5 Ohne Erfolg macht der Antragsteller geltend, die Hündin „C...“ werde während des
Tages regelmäßig beschäftigt und erhalte den benötigten Auslauf. In welcher
Weise dies geschieht, hat der Antragsteller nicht näher geschildert, sondern nur
mehrere Zeugen genannt, ohne anzugeben, was diese aussagen könnten und
welche Wahrnehmungen sie gemacht haben. Im Übrigen würde dies auch nicht
weiterhelfen, denn es bleibt auch dann bei einer Unterbringung der Hündin über
viele Stunden im - ungeeigneten - Kraftfahrzeug, wenn zwischendurch jemand mit
ihr einen Spaziergang macht.
6 Der vom Antragsteller angemietete Tiefgaragenstellplatz kann zwar dazu führen,
dass die Hündin vor Hitze geschützt ist, ein Schutz vor Kälte ist aber dadurch nicht
gegeben. Außerdem befindet sich die Hündin dann im Dunkeln, so dass ihr der
notwendige Zugang zum Licht fehlt. Dazuhin wird dadurch das Problem der
mangelnden Bewegungsmöglichkeit natürlich nicht gelöst. Ohne dass es
entscheidend darauf ankäme, sei zusätzlich darauf hingewiesen, dass es sich bei
der Rasse der Weimaraner um ausgesprochen große und sehr
bewegungsfreudige Tiere handelt.
7 Der Antragsgegner hat erkannt, dass ihm bei der Untersagung der Haltung des
Hundes im Auto Ermessen eingeräumt ist; er hat dieses Ermessen mit
zureichenden Erwägungen ausgeübt. Die Maßnahme wird mit zutreffenden
Erwägungen als erforderlich und geeignet bewertet.
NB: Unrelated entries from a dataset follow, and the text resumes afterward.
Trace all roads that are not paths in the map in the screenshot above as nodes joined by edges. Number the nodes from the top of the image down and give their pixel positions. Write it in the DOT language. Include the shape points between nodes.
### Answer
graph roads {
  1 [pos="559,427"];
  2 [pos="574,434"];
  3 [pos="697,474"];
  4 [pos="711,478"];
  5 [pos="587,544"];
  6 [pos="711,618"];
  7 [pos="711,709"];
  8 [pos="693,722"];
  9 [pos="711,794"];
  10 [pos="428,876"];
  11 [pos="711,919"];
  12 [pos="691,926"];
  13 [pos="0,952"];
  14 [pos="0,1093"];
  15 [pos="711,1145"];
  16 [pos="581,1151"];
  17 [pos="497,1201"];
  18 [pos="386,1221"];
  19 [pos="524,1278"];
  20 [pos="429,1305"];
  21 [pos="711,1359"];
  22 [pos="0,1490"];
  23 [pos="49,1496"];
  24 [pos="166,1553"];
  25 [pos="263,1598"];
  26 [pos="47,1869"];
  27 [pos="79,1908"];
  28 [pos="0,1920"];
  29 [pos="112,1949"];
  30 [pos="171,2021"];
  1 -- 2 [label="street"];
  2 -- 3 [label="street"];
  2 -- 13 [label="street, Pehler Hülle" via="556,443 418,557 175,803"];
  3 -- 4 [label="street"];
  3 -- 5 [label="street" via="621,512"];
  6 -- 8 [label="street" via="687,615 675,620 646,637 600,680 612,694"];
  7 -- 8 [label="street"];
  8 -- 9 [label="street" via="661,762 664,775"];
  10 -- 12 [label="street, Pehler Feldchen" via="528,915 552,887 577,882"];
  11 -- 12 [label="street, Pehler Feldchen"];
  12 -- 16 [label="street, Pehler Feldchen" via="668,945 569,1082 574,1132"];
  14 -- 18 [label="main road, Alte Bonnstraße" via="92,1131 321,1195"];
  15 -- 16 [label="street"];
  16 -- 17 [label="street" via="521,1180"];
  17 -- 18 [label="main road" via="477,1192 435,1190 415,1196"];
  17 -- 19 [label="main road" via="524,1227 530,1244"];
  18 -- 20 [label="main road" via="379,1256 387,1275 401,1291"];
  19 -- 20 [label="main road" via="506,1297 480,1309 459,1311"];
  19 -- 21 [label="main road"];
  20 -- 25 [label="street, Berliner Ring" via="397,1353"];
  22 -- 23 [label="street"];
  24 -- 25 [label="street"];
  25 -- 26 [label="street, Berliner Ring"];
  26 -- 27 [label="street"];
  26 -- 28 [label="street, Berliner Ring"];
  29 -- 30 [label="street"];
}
8 Es besteht auch ein öffentliches Interesse an der sofortigen Vollziehung.
Zutreffend weist der Antragsgegner darauf hin, dass im Interesse des Tieres eine
weitere nicht artgerechte Haltung nicht hingenommen werden kann, weil dieses
unter der übermäßigen Einschränkung seiner Bewegungsfreiheit im Fahrzeug
leidet. Dieser Schutz des Tieres vor weiteren Leiden genießt den Vorrang vor dem
Interesse des Antragstellers an seiner Bequemlichkeit.
9 Die Zwangsgeldandrohung in C.) des Bescheides findet ihre Rechtsgrundlage in
den §§ 20 Abs. 1, 2 und 3, 23 LVwVG. Rechtliche Bedenken sind insoweit nicht
gegeben.
10 Die Kostenentscheidung folgt aus § 154 Abs. 1 VwGO.
11 Die Streitwertfestsetzung beruht auf den §§ 52 Abs. 1, 53 Abs. 2 Nr. 2 GKG.